EXERCISE INSTRUCTIONS »
Without the images, reproduce every entry exactly.

Collected data entries »

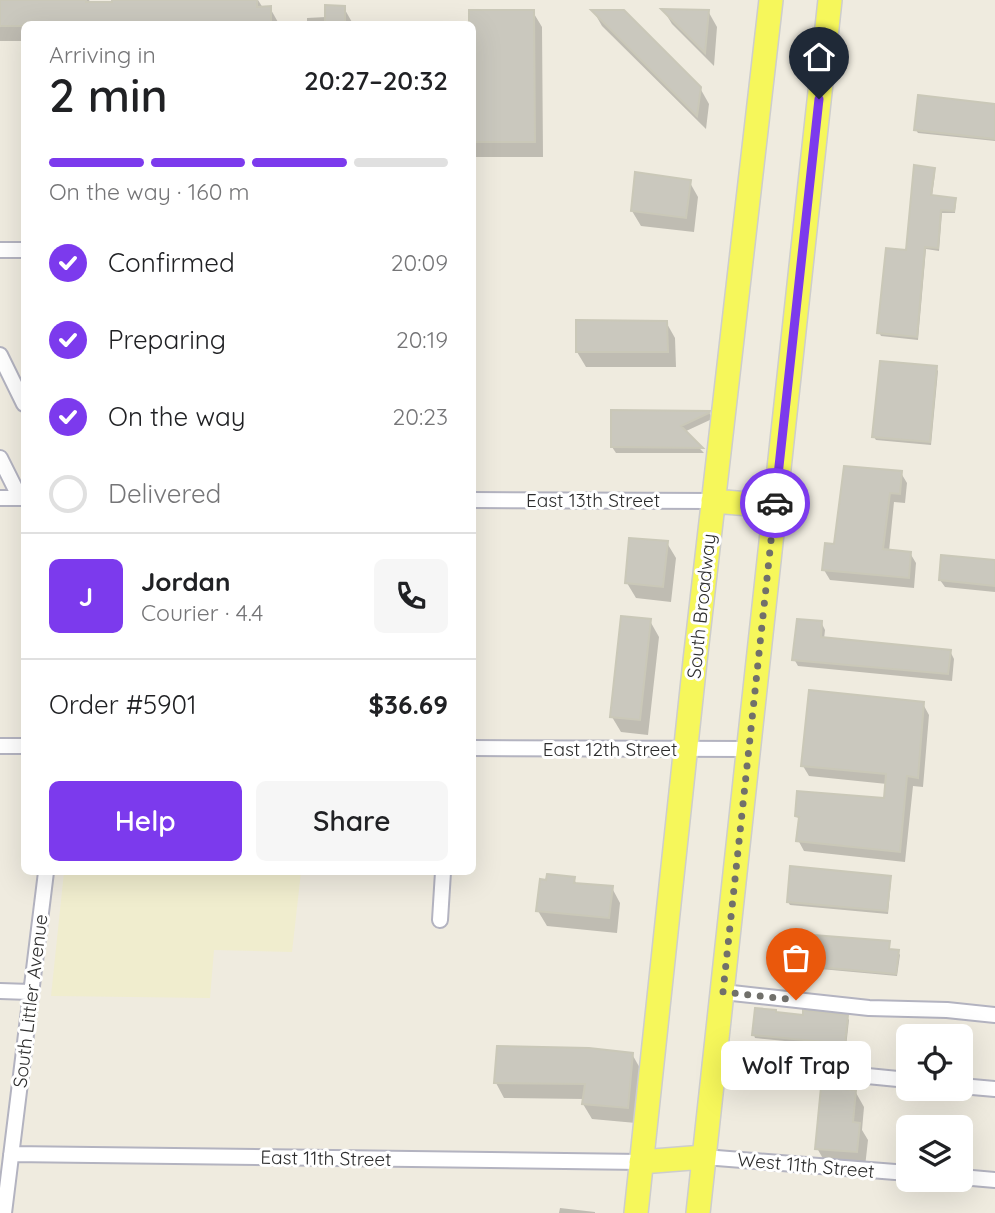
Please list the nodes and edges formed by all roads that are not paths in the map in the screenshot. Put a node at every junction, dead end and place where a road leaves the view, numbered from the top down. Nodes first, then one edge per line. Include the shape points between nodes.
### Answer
1 (771, 0) edge
2 (830, 0) edge
3 (0, 250) edge
4 (21, 250) edge
5 (0, 355) edge
6 (21, 398) edge
7 (0, 458) edge
8 (21, 496) edge
9 (0, 498) edge
10 (21, 498) edge
11 (476, 500) edge
12 (713, 501) junction
13 (774, 506) junction
14 (0, 746) edge
15 (21, 746) edge
16 (476, 748) edge
17 (685, 749) junction
18 (748, 749) junction
19 (46, 875) edge
20 (443, 875) edge
21 (440, 920) dead end
22 (0, 991) edge
23 (30, 992) junction
24 (723, 992) junction
25 (995, 1014) edge
26 (715, 1061) junction
27 (896, 1079) edge
28 (973, 1087) edge
29 (995, 1089) edge
30 (11, 1154) junction
31 (704, 1157) junction
32 (641, 1162) junction
33 (896, 1172) edge
34 (973, 1178) edge
35 (995, 1180) edge
36 (4, 1213) edge
37 (636, 1213) edge
38 (698, 1213) edge

1 - 12 main road, South Broadway
2 - 13 main road
3 - 4 street
5 - 6 street
7 - 8 street
9 - 10 street
11 - 12 street, East 13th Street
12 - 13 main road
12 - 17 main road, South Broadway
13 - 18 main road
14 - 15 street
16 - 17 street, East 12th Street
17 - 18 street, East 12th Street
17 - 32 main road, South Broadway
18 - 24 main road
19 - 23 street, South Littler Avenue
20 - 21 street
22 - 23 street
23 - 30 street, South Littler Avenue
24 - 25 street via 869,1008
24 - 26 main road
26 - 27 street
26 - 31 main road
28 - 29 street
30 - 32 street, East 11th Street
30 - 36 street, South Littler Avenue
31 - 32 main road
31 - 33 street, West 11th Street
31 - 38 main road
32 - 37 main road, South Broadway
34 - 35 street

EXPECTED ANSWER »
Please list the nodes and edges formed by all roads that are not paths in the map in the screenshot. Put a node at every junction, dead end and place where a road leaves the view, numbered from the top down. Nodes first, then one edge per line. Include the shape points between nodes.
### Answer
1 (771, 0) edge
2 (830, 0) edge
3 (0, 250) edge
4 (21, 250) edge
5 (0, 355) edge
6 (21, 398) edge
7 (0, 458) edge
8 (21, 496) edge
9 (0, 498) edge
10 (21, 498) edge
11 (476, 500) edge
12 (713, 501) junction
13 (774, 506) junction
14 (0, 746) edge
15 (21, 746) edge
16 (476, 748) edge
17 (685, 749) junction
18 (748, 749) junction
19 (46, 875) edge
20 (443, 875) edge
21 (440, 920) dead end
22 (0, 991) edge
23 (30, 992) junction
24 (723, 992) junction
25 (995, 1014) edge
26 (715, 1061) junction
27 (896, 1079) edge
28 (973, 1087) edge
29 (995, 1089) edge
30 (11, 1154) junction
31 (704, 1157) junction
32 (641, 1162) junction
33 (896, 1172) edge
34 (973, 1178) edge
35 (995, 1180) edge
36 (4, 1213) edge
37 (636, 1213) edge
38 (698, 1213) edge

1 - 12 main road, South Broadway
2 - 13 main road
3 - 4 street
5 - 6 street
7 - 8 street
9 - 10 street
11 - 12 street, East 13th Street
12 - 13 main road
12 - 17 main road, South Broadway
13 - 18 main road
14 - 15 street
16 - 17 street, East 12th Street
17 - 18 street, East 12th Street
17 - 32 main road, South Broadway
18 - 24 main road
19 - 23 street, South Littler Avenue
20 - 21 street
22 - 23 street
23 - 30 street, South Littler Avenue
24 - 25 street via 869,1008
24 - 26 main road
26 - 27 street
26 - 31 main road
28 - 29 street
30 - 32 street, East 11th Street
30 - 36 street, South Littler Avenue
31 - 32 main road
31 - 33 street, West 11th Street
31 - 38 main road
32 - 37 main road, South Broadway
34 - 35 street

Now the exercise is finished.